Across the Eurasian landmass, news has emerged that a joint investigation between the Belgian and British security services has accused Fraser Cameron – the head of the Brussels-based EU Asia Centre and a former employee of both the British Secret Intelligence Service, also known as MI-6, and the European Commission – of maintaining a “willing relationship” with two Chinese spies posing as journalists. (Disclaimed: Cameron wrote three op-eds for The Diplomat between 2016 and 2018.)

According to a September 18 Financial Times report, Belgium’s security service has stated that Cameron’s actions “posed a clear threat towards European institutions” in Brussels, even though he has not been accused of passing classified information to China. Cameron has denied the allegations, noting, “I have had no access to any secrets or confidential information,” according to the Times.

Interestingly, Politico reports that Cameron is “suspected by Belgian intelligence of receiving thousands of euros for providing confidential – but not necessarily classified – political and economic information to the Chinese regarding European institutions.”

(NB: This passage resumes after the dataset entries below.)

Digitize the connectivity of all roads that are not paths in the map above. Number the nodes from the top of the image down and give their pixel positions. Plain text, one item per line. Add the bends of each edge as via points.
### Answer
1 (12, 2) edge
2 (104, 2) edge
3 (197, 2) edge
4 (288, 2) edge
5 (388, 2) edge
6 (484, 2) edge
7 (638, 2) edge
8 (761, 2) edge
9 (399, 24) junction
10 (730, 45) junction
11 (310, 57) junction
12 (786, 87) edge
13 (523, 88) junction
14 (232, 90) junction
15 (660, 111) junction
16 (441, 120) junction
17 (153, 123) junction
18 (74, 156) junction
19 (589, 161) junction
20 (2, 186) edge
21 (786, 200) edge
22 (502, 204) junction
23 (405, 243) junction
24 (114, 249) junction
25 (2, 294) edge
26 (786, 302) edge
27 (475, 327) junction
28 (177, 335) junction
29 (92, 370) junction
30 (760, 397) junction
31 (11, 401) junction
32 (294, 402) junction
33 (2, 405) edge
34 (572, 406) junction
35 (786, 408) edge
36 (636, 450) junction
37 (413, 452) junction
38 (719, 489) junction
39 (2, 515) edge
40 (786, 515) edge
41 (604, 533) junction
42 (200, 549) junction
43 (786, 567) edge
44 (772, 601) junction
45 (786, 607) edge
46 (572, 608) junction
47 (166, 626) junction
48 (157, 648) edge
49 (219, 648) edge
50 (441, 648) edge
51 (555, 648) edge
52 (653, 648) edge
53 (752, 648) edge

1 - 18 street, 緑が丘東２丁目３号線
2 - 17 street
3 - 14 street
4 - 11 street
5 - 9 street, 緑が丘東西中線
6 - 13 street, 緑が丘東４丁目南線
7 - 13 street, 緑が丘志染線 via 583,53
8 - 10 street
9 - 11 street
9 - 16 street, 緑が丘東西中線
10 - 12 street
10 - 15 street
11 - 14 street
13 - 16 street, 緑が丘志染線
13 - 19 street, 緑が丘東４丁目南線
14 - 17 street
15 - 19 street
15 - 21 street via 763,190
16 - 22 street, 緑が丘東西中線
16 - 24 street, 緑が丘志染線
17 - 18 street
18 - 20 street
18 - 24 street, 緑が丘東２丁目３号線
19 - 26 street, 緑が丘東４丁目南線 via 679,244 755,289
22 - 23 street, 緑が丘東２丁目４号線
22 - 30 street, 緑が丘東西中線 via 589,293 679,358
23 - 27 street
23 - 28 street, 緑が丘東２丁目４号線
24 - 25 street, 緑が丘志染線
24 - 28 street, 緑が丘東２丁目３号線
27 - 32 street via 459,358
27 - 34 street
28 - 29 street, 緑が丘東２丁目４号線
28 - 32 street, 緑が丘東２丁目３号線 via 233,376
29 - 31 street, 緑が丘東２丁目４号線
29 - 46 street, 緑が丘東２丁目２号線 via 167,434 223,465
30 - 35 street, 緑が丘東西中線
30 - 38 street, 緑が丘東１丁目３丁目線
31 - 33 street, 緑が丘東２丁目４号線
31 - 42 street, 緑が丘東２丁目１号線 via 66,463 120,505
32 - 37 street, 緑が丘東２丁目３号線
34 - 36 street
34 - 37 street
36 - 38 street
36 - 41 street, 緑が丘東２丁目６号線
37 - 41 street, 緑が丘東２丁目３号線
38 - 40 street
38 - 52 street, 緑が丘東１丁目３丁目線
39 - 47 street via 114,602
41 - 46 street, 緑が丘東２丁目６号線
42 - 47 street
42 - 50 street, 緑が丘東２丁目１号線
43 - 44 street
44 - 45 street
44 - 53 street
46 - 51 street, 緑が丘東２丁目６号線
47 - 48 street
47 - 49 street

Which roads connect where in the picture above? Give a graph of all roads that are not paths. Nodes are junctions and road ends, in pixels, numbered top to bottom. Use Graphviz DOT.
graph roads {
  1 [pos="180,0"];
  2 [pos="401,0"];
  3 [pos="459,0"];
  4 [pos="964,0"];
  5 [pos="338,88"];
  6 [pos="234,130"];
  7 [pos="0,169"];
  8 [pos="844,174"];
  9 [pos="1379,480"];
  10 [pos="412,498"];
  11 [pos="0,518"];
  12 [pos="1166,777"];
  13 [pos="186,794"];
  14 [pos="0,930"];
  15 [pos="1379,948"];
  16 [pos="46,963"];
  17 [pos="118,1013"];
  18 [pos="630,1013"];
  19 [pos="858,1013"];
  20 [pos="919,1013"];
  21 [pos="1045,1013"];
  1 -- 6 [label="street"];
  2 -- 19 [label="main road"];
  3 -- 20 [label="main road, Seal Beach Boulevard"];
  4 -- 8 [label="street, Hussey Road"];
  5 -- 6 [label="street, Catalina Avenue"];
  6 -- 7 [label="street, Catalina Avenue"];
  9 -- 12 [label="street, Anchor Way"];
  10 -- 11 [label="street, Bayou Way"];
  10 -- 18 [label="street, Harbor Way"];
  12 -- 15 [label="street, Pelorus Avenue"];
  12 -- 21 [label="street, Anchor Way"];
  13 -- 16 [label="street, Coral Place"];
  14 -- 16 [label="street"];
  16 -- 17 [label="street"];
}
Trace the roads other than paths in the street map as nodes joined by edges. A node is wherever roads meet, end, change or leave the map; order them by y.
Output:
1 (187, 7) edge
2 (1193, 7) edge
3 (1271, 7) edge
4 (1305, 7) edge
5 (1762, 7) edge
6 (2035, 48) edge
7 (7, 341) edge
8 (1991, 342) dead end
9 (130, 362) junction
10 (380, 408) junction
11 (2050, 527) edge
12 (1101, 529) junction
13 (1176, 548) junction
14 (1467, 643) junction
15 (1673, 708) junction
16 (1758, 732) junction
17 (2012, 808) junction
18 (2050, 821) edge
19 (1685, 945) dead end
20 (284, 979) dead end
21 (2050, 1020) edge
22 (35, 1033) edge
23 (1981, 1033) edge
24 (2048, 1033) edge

Both the Sharma and Cameron episodes illustrate the growing challenge for intelligence services in terms of China’s penetration of journalists and think tankers in their jurisdictions – people who may have access to political and military information that is potentially interesting, but which may not be outright classified. While the Delhi Police has accused Sharma of passing on classified information to  Chinese intelligence, the specifics remain unknown. In a press conference, the police stated that “Sharma had access in various ministries and was a part of the media circle with good contacts and so had access to a lot of information.” This suggests that Sharma was most likely being used to scoop up sensitive information which may not necessarily have been stamped “secret.” (The Delhi Police, however, has also claimed that it seized “some confidential documents” during a raid at Sharma’s residence.)

At the same time, journalists, academics, and think tankers routinely interact with foreign embassies, academics and their counterparts in other countries, including China, for legitimate professional purposes. How democracies combat China’s penetration of their civil societies while protecting the rights of their citizens to meet legal, albeit sensitive, occupational demands remains to be seen.